Collective effort: Parents of primary school pupils sign up to code to hold off on buying their children a smartphone
Teacher Erika Clune has seen the dangers posed by the cyberworld via smartphones. Photo: Fergal Phillips — © Fergal Phillips
YOU could call it parent power, as some smart thinking comes into play on the often fraught issue of when a child should get a smartphone.
The “everyone else in the class has one” plea is increasingly less likely to cut it for primary pupils.
As the age at which children are putting smartphones on their wish lists is reducing, mums and dads are under big emotional pressure.
Children will try to wear down resistance with the-age old entreaty that if they don’t get one, they will be the only one of their peers being denied.
Now parents in a Co Wicklow primary school are the latest to sign up to a voluntary code to hold off on this purchase for children until they hit second-level.
The 480-pupil St Kevin’s NS, Greystones, already has a policy banning the use of smartphones by pupils during school hours or on the school premises.
The new code will take that a step further as parents sign up to a collective agreement not to allow their children to own a smartphone up to and including sixth class.
Pressure tends to build from about third class, with the latest report from the CybersafeKids charity showing that 30pc of eight and nine-year-olds own smartphones, rising to 77pc by the time they are 12.
While the St Kevin’s code is voluntary, and will respect families which, for one reason or another, feel it is important for their child to have a smartphone, they are hoping for a high uptake.
The move comes against rising concerns about the impact on children of smartphone ownership because of unfettered access to social media and all that the internet offers through a device they can carry around in a pocket.
Links are drawn between social media and rising anxiety levels among children because of how it can expose them to 24/7 bullying, online predators and influencers and inappropriate content.
St Kevin’s Parents’ Association chairperson Phil Moyles said the idea was to have a collective agreement to hold off on smartphones and so reduce peer pressure and to support parents, with data showing that, for instance, “85pc of fourth class parents have opted in to the code”.
Erika Clune, who has two children at St Kevin’s, took the idea to the association after seeing it roll out in another primary school, in nearby Delgany.
Ms Clune, a second-level teacher, has had her eyes opened wide to dangers posed by the cyberworld, all too easily accessed via smartphones.

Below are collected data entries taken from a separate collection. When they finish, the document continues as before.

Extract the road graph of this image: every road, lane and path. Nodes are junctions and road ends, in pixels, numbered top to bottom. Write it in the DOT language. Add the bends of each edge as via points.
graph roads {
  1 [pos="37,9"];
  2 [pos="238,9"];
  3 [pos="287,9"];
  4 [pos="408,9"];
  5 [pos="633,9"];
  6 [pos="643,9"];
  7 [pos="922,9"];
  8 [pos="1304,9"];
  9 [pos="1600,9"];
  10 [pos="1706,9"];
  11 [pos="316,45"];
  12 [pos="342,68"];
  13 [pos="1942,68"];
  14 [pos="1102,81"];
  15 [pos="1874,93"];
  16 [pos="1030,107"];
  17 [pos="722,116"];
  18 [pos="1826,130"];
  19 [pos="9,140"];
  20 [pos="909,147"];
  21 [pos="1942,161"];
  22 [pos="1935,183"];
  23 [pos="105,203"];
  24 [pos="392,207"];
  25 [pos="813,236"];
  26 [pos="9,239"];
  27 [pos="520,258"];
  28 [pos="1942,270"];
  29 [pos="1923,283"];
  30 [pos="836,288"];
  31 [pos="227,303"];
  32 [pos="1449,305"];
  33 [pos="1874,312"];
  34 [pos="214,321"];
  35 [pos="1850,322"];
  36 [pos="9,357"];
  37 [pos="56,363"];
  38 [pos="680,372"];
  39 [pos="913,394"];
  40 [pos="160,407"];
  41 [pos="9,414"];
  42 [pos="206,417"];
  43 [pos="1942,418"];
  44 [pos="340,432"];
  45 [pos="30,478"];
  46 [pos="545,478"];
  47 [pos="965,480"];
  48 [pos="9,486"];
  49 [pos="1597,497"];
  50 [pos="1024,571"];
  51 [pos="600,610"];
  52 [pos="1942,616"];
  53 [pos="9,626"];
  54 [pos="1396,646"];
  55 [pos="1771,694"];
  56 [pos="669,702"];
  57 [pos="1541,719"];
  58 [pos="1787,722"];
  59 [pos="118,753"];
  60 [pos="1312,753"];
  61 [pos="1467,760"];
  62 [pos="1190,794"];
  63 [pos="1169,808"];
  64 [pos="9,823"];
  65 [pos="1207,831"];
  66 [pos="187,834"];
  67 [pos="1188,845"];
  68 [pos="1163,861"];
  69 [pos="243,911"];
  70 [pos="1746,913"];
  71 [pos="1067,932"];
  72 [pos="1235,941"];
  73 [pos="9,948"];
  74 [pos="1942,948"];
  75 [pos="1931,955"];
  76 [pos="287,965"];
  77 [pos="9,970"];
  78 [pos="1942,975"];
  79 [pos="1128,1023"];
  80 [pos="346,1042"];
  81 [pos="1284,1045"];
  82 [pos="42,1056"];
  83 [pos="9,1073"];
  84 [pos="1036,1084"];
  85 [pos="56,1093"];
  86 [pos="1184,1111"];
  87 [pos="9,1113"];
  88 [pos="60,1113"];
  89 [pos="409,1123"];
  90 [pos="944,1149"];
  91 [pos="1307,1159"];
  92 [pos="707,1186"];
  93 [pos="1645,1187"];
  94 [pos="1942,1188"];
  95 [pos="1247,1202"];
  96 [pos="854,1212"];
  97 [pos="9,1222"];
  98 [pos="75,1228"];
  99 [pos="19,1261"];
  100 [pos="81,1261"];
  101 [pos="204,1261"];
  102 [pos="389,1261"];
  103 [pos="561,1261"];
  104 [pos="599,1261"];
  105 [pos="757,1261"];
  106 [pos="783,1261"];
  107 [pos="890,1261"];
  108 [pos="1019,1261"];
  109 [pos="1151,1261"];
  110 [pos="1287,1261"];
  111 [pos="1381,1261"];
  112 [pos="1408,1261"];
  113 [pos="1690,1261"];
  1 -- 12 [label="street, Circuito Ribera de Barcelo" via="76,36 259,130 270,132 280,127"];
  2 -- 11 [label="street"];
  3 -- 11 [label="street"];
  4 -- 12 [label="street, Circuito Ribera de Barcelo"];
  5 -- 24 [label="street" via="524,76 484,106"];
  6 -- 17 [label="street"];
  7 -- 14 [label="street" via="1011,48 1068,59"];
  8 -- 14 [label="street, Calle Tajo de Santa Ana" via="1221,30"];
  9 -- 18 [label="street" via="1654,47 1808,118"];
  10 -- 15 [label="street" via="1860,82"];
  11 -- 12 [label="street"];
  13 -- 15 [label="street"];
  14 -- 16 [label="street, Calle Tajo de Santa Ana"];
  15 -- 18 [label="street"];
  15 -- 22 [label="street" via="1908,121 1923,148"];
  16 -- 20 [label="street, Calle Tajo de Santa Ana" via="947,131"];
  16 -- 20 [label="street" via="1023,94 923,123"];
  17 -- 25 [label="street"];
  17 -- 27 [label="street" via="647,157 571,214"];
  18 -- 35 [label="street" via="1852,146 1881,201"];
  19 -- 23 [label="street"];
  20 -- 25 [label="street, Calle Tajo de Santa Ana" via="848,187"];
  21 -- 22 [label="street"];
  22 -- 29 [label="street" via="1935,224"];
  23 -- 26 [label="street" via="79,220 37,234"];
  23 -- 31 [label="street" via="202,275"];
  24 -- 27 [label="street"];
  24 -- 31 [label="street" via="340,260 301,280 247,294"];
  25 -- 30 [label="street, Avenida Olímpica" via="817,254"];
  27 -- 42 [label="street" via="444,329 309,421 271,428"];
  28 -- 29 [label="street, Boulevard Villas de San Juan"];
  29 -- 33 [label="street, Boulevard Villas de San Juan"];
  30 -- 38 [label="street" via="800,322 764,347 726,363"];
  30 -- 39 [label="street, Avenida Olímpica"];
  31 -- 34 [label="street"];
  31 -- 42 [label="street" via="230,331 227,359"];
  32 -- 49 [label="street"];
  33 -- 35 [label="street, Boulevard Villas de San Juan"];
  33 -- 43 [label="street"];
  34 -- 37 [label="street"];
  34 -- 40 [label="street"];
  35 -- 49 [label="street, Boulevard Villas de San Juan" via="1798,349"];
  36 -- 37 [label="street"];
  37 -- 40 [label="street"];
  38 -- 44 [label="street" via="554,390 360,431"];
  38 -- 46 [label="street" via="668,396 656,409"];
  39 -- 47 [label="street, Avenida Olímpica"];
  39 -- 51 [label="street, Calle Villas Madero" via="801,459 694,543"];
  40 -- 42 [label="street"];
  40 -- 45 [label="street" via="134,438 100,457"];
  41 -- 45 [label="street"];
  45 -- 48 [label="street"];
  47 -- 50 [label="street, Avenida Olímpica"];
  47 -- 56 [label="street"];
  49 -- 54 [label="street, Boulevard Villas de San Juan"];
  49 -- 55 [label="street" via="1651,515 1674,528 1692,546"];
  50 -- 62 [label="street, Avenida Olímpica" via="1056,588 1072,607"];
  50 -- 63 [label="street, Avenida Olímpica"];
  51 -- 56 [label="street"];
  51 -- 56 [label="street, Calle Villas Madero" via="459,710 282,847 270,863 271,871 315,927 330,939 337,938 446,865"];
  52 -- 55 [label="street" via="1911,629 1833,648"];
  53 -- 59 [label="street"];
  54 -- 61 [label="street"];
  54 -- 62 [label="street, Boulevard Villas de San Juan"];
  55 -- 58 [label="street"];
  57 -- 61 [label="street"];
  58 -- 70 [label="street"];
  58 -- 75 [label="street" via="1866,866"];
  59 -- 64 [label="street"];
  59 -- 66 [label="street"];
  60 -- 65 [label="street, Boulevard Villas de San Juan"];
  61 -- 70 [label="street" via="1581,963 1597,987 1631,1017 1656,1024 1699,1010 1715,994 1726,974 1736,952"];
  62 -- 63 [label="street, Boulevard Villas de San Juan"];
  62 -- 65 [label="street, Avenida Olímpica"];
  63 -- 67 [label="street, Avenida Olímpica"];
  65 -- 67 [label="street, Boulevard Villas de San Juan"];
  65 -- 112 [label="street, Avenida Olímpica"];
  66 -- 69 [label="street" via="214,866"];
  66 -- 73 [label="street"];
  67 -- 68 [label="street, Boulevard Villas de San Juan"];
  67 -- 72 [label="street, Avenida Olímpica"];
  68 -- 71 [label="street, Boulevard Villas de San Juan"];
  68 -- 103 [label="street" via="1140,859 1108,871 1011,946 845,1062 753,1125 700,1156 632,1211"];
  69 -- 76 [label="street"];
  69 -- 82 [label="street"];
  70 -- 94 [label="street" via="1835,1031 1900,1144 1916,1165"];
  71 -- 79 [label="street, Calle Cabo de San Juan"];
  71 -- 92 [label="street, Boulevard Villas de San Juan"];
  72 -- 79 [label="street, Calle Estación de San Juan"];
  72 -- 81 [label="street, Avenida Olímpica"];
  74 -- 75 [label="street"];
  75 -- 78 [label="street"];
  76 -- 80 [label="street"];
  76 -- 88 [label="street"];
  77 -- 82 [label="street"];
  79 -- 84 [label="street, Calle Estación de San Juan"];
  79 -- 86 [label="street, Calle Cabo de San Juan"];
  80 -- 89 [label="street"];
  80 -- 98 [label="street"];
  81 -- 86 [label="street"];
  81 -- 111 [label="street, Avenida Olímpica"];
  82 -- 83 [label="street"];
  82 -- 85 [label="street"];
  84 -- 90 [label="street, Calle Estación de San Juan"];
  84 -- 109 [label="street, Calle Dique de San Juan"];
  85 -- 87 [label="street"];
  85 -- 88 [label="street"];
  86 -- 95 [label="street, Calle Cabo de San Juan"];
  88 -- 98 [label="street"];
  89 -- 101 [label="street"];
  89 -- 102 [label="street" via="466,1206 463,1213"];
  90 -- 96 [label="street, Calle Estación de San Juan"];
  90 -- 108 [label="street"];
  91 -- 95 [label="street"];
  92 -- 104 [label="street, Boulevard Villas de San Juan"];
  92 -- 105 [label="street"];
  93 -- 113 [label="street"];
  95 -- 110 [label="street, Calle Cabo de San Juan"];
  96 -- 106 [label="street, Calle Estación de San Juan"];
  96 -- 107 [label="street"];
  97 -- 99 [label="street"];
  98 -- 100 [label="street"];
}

“We are in this world and we are not going to be able to bubblewrap our kids, but at least we could postpone it for the primary school years, and, hopefully, allow children a chance to build more resilience and coping mechanisms,” she said.
The St Kevin’s code will be formally launched in September and parents are being asked to sign up anonymously. Many have already done so.
While the idea is being embraced by parents associated with these two schools, CyberSafeKids CEO Alex Cooney says such initiatives “are rarer than I would like”.